**Stored data entries:**
┄┄┄┄┄┄┄┄┄┄┄┄┄┄┄┄┄┄┄┄
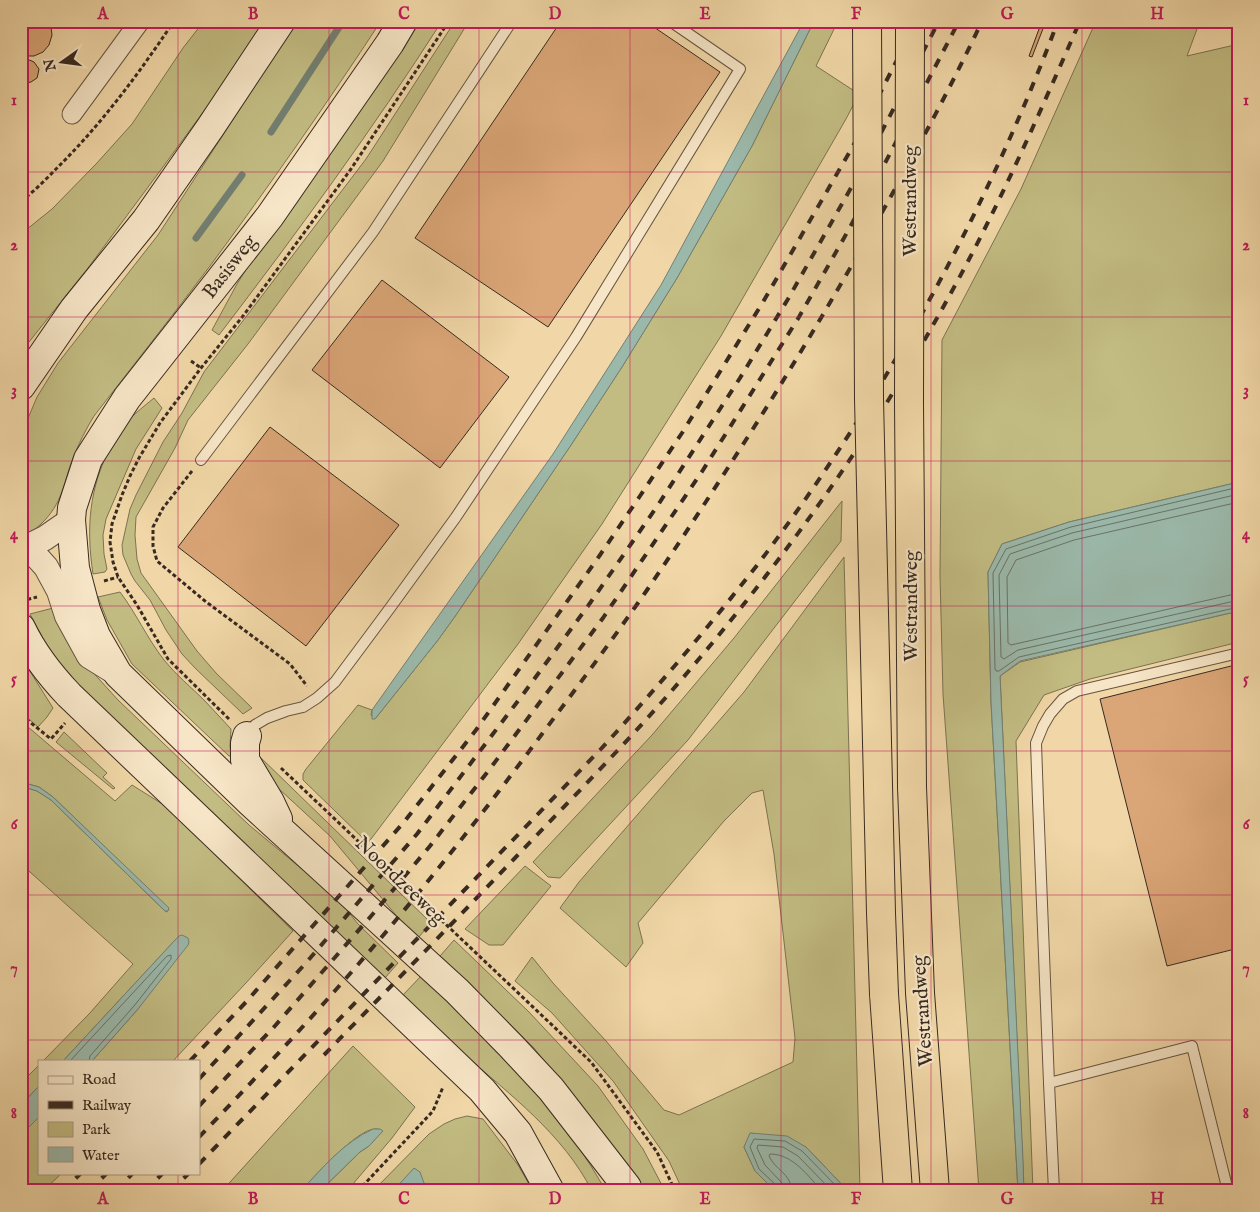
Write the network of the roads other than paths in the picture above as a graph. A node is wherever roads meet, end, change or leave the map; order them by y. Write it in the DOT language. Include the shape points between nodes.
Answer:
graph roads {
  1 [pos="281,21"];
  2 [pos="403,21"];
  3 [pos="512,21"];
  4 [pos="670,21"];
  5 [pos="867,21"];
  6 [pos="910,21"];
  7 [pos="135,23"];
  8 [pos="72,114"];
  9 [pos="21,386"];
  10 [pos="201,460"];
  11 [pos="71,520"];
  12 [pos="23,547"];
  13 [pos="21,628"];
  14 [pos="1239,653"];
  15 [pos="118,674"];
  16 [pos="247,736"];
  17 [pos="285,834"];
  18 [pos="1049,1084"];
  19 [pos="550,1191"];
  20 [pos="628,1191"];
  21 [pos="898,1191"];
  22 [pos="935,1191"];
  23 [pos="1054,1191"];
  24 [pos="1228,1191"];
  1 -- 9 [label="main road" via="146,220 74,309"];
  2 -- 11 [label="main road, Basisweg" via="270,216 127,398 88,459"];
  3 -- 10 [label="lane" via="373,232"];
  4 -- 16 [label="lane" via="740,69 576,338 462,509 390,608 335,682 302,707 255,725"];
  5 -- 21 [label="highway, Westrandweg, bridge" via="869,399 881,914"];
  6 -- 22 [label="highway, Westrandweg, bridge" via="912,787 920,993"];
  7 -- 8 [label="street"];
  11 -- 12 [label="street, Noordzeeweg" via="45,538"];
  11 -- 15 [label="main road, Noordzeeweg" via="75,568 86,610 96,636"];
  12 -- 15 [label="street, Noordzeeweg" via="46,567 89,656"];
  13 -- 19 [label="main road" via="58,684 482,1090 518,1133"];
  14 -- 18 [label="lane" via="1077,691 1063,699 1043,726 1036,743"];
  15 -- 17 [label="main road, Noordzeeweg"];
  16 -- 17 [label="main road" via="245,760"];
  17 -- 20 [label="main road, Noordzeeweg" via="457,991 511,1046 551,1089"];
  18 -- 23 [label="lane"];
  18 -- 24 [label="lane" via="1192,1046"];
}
┄┄┄┄┄┄┄┄┄┄┄┄┄┄┄┄┄┄┄┄
**Exercise aim:** Where a line above holds the string "lane", show that line.

**Solution to this problem:**
  3 -- 10 [label="lane" via="373,232"];
  4 -- 16 [label="lane" via="740,69 576,338 462,509 390,608 335,682 302,707 255,725"];
  14 -- 18 [label="lane" via="1077,691 1063,699 1043,726 1036,743"];
  18 -- 23 [label="lane"];
  18 -- 24 [label="lane" via="1192,1046"];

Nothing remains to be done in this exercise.